Re: Shooting themselves in the foot? - yes, by releasing Win 8.

> It's certainly not straight in the root!

Actually it is. That's the whole point. It's a straight hierarchy. All your objects are in this hierarchy (even the devices, and last decade a lot of runtime and kernel stuff has shown up in places under /proc and /sys), you know the operations you can apply, you know where your current directory is, you know where you are when you go ..-wards. (Eliding the magic of ioctl, the fact that you have to tell users why you cannot cd to /dev/sda and my experience when I first wanted to "mount a floppy" in a Sparc IPC) You don't care about whether a directory (really, a provider of byte streams) is on a local disk, a mounted CD or on a network drive. It's an abstraction. That's the point of of having and OS. It's a clean abstraction. That makes the OS worthwhile.
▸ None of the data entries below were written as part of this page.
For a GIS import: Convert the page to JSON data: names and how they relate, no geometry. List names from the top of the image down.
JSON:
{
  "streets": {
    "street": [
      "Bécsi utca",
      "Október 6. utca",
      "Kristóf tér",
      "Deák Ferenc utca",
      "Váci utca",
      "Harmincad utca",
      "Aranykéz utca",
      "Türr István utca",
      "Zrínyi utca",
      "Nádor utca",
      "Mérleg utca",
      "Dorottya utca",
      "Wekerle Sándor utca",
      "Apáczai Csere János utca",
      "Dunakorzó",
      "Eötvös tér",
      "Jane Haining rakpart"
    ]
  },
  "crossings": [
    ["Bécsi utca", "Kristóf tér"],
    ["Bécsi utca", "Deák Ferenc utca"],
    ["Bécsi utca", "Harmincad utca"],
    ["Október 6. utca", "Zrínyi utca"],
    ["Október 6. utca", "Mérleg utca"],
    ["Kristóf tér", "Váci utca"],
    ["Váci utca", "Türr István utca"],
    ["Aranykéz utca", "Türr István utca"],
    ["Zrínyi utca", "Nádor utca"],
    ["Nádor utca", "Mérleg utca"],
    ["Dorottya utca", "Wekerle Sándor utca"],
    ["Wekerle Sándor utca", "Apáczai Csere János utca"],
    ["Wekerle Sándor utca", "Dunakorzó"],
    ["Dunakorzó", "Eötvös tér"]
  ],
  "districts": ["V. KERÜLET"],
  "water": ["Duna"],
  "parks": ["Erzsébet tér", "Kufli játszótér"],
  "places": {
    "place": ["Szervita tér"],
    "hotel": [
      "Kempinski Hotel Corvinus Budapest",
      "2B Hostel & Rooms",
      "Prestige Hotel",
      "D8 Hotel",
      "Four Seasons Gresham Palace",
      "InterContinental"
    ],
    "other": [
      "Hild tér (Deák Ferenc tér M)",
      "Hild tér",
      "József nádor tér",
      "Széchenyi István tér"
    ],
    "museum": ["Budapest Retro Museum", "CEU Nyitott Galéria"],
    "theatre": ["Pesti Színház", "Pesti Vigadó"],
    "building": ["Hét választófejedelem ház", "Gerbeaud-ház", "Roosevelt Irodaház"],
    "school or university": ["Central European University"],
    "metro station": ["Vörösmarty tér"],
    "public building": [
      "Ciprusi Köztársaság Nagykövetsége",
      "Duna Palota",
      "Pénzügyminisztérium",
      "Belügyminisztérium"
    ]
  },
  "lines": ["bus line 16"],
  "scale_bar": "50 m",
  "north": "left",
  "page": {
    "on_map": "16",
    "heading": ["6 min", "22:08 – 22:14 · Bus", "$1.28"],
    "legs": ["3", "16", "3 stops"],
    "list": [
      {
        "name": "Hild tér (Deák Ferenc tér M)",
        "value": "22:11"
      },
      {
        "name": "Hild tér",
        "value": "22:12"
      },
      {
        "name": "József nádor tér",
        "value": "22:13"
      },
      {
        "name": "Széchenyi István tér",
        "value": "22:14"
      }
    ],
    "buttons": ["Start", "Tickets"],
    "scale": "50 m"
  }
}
You may argue whether an inexperienced user needs an overlay on this view, but generally I don't think it's needed. Drive letters? ... well, it's an IBM idea. Nuff said. Plus, the bizarro overlay shown to unsuspecting users starting with XP File Explorer is frankly confusing. My what? Where? What for? And it seems to be getting worse.

And don't get me started on the Redmond Implementation of symbolic links. Accumulated karma fused with bad design is the best description one can come up with.

Where is the religious war icon?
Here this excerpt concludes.